(Stored items from a collection)
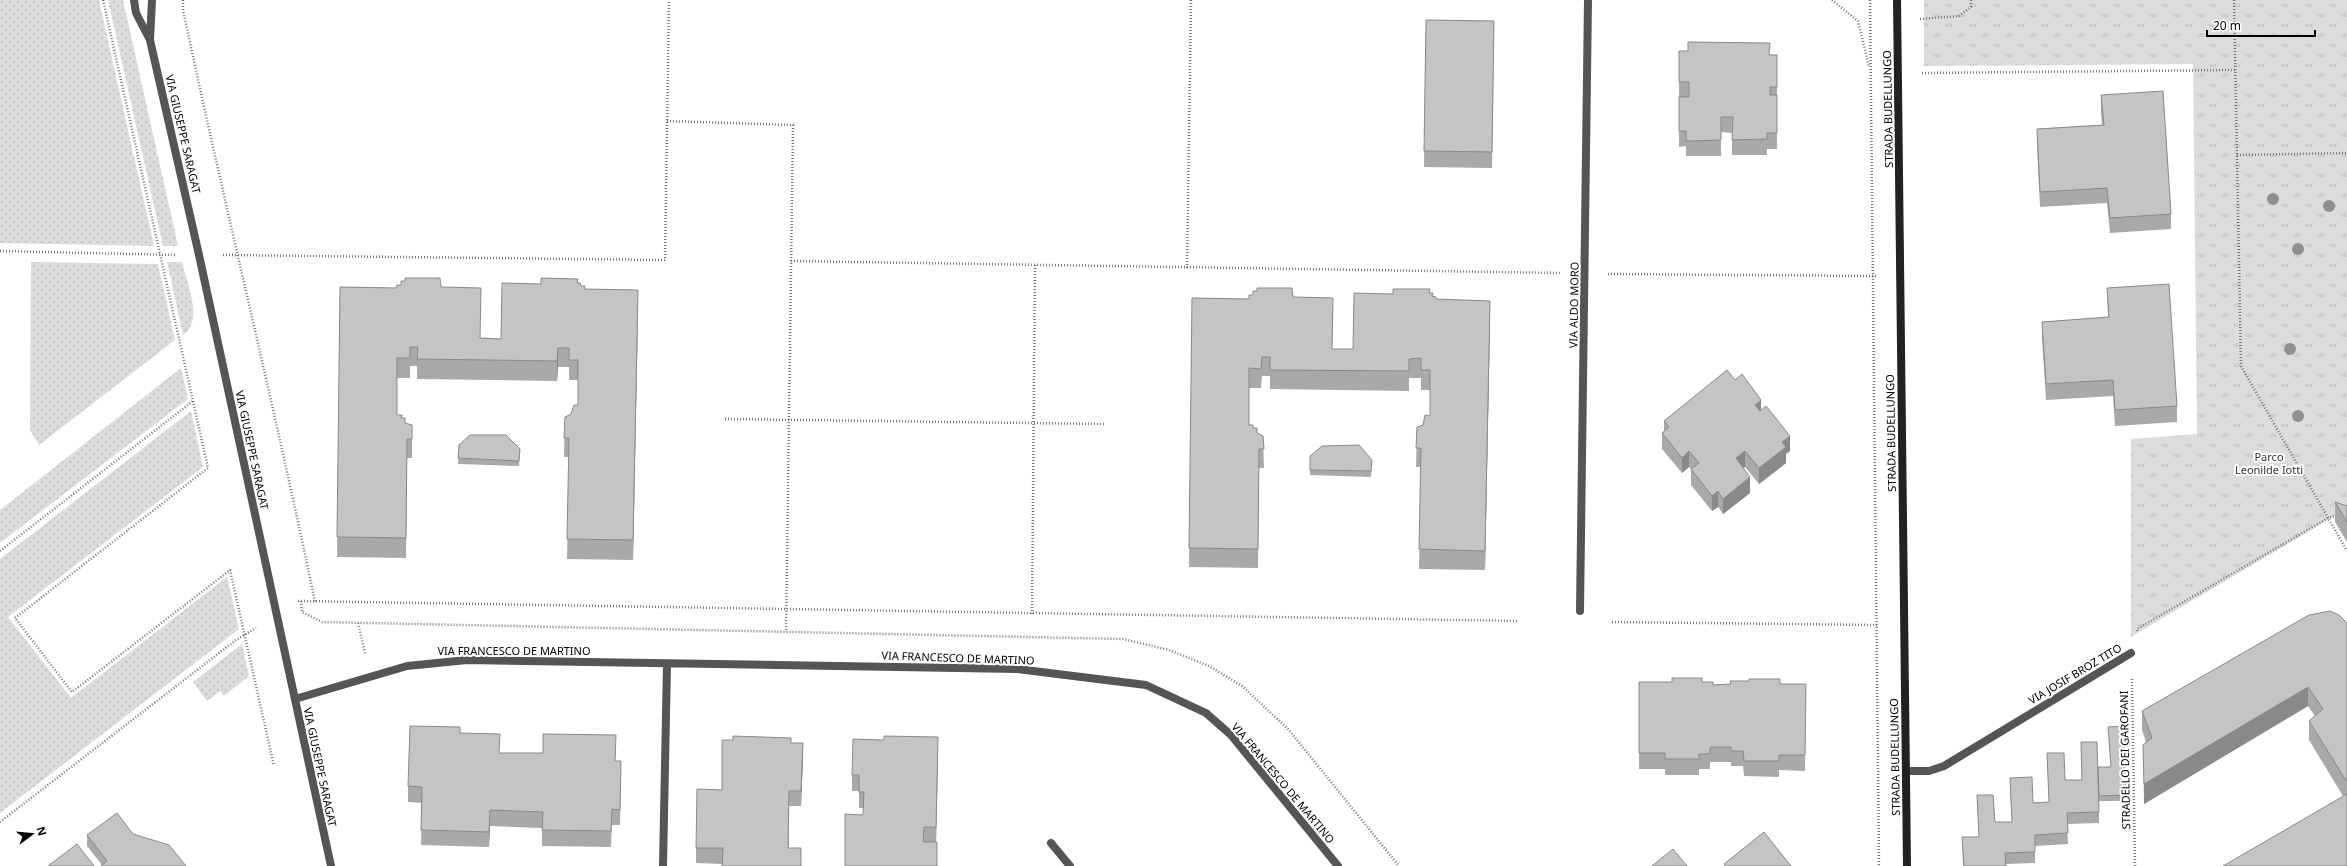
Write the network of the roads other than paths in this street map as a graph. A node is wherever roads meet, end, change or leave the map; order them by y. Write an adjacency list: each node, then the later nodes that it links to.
1 (134, 0): 5 (street, VIA GIUSEPPE SARAGAT)
2 (152, 0): 5 (street, VIA GIUSEPPE SARAGAT)
3 (1588, 0): 6 (street, VIA ALDO MORO)
4 (1897, 0): 10 (street, STRADA BUDELLUNGO)
5 (150, 40): 9 (street, VIA GIUSEPPE SARAGAT)
6 (1580, 611)
7 (2131, 653): 10 (street, VIA JOSIF BROZ TITO)
8 (667, 664): 9 (street, VIA FRANCESCO DE MARTINO); 12 (street, VIA FRANCESCO DE MARTINO); 14 (street)
9 (295, 699): 13 (street, VIA GIUSEPPE SARAGAT)
10 (1906, 771): 16 (street, STRADA BUDELLUNGO)
11 (1051, 843): 15 (street)
12 (1334, 864)
13 (331, 866)
14 (663, 866)
15 (1070, 866)
16 (1907, 866)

## Exercise prompt
After removing the pictures, set down every record above exactly as it stands.

## Result below
Write the network of the roads other than paths in this street map as a graph. A node is wherever roads meet, end, change or leave the map; order them by y. Write an adjacency list: each node, then the later nodes that it links to.
1 (134, 0): 5 (street, VIA GIUSEPPE SARAGAT)
2 (152, 0): 5 (street, VIA GIUSEPPE SARAGAT)
3 (1588, 0): 6 (street, VIA ALDO MORO)
4 (1897, 0): 10 (street, STRADA BUDELLUNGO)
5 (150, 40): 9 (street, VIA GIUSEPPE SARAGAT)
6 (1580, 611)
7 (2131, 653): 10 (street, VIA JOSIF BROZ TITO)
8 (667, 664): 9 (street, VIA FRANCESCO DE MARTINO); 12 (street, VIA FRANCESCO DE MARTINO); 14 (street)
9 (295, 699): 13 (street, VIA GIUSEPPE SARAGAT)
10 (1906, 771): 16 (street, STRADA BUDELLUNGO)
11 (1051, 843): 15 (street)
12 (1334, 864)
13 (331, 866)
14 (663, 866)
15 (1070, 866)
16 (1907, 866)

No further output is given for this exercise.